Some recent posts here have been interpreted to mean that these days I am anti mainstream media. Here, for example, on the 13th, Rich at Copywrite, Ink attempts to fathom what to him seems like my ambiguity on the matter. He's right. There are lots of reasons, but I'm really trying hard to stay on message lately, as in one message at a time and in something less than 6,000 words.
Today's message is simply this: I don't know how long mainstream hard copy based newspapers, for example, can endure and compete not knowing what online properties can know about the audience being increasingly sought by both. I don't know how they serve up content that they know is good and even more importantly, I have no idea how they will continue convincing advertisers that the ads are being seen. You know, no ads, no newspaper.
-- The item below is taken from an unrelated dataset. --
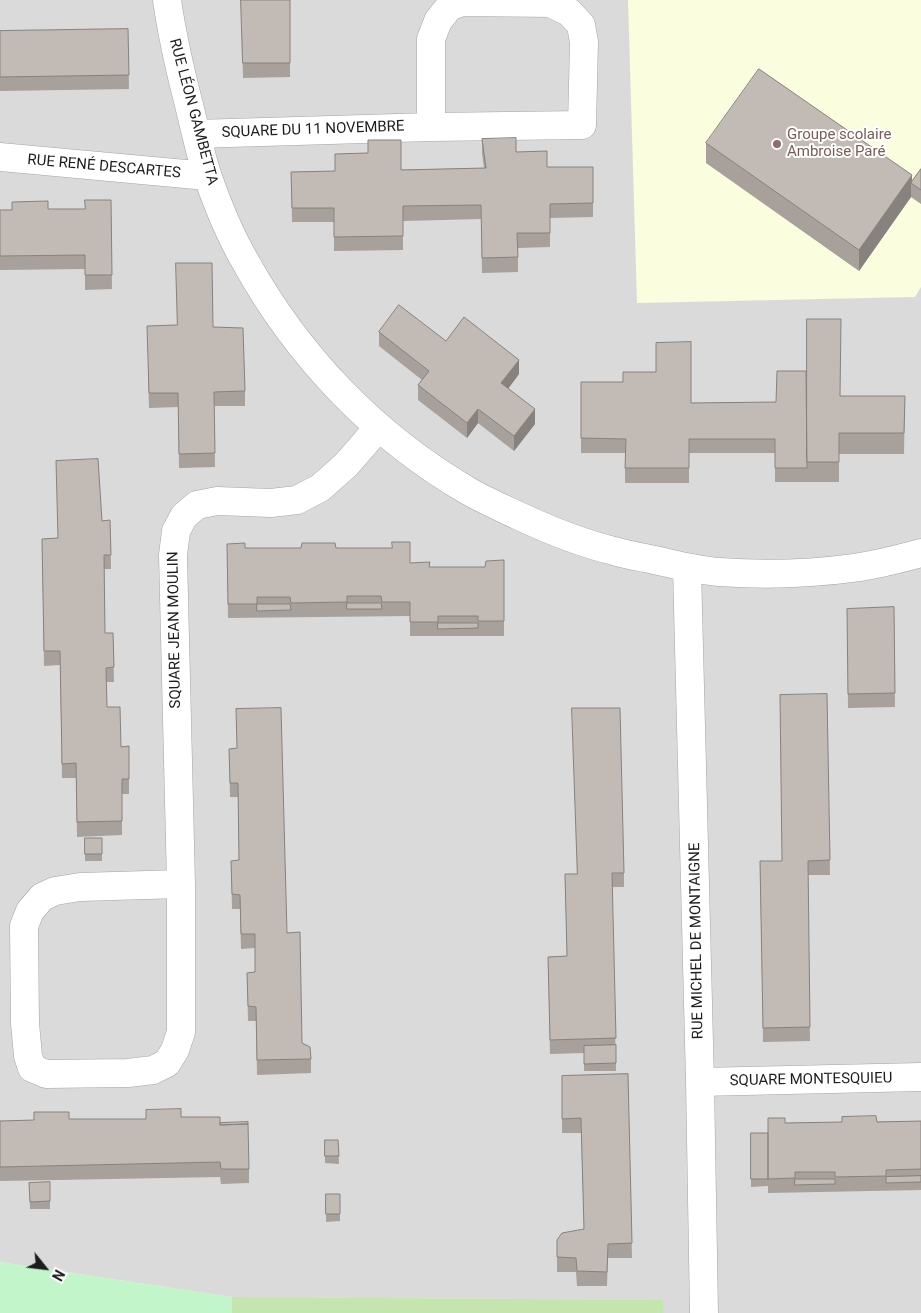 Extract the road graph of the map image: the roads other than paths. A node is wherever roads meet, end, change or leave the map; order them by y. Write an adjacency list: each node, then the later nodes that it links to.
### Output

it isn't clear to me that everyone over the age of 23 really understands this
New media hipsters get the following, but I'm going to say it anyway because it isn't clear to me that everyone over the age of 23 really understands this: Thanks to analytics in general, and especially to an astonishing new product called Clicky, which famous Steve Rubel turned us on to, and that was well-reviewed here by Todd Zeigler in theBivingsreport, know-nothing dummies like me know a ton about our readers:
We know if they are new or returning; when they arrive; from whence they came via the Internet and how they found us; how long they hung around; what stories they saw; in what order they roamed the various stories and other items offered on our property, and generally physically, what part of the world they live in. We know how many in total arrive by the minute, hour, day, week, month and year. We know which days favor certain stories or posts of any kind. We know if long is better than short. We even know what kind of software and browsers our readers use, which I guess is like knowing where gramps sits and upon what when he reads the paper? Basically, on our blog we have our very own Nielson ratings machine with real-time, all-the-time, anytime hard data feedback. Maybe unless you've been a writer all your life the miracle of all this is missed?
Never mind the argument that a newspaper isn't a blog and vice versa. I know that. They're different. But both seek readers. My only point here is that online media with analytics has an overwhelming advantage when it comes to knowing what readers like, why, when, where, how often, to what length, in what order and so on. I'm nostalgic about newspapers. But in this day and age I wouldn't have any idea how to sustain the life of a traditional, establishment, hard-copy, hand-delivered, subscriber-based, door-to-door metropolitan daily to people and households about which so little is known when it comes to reader habits and preferences.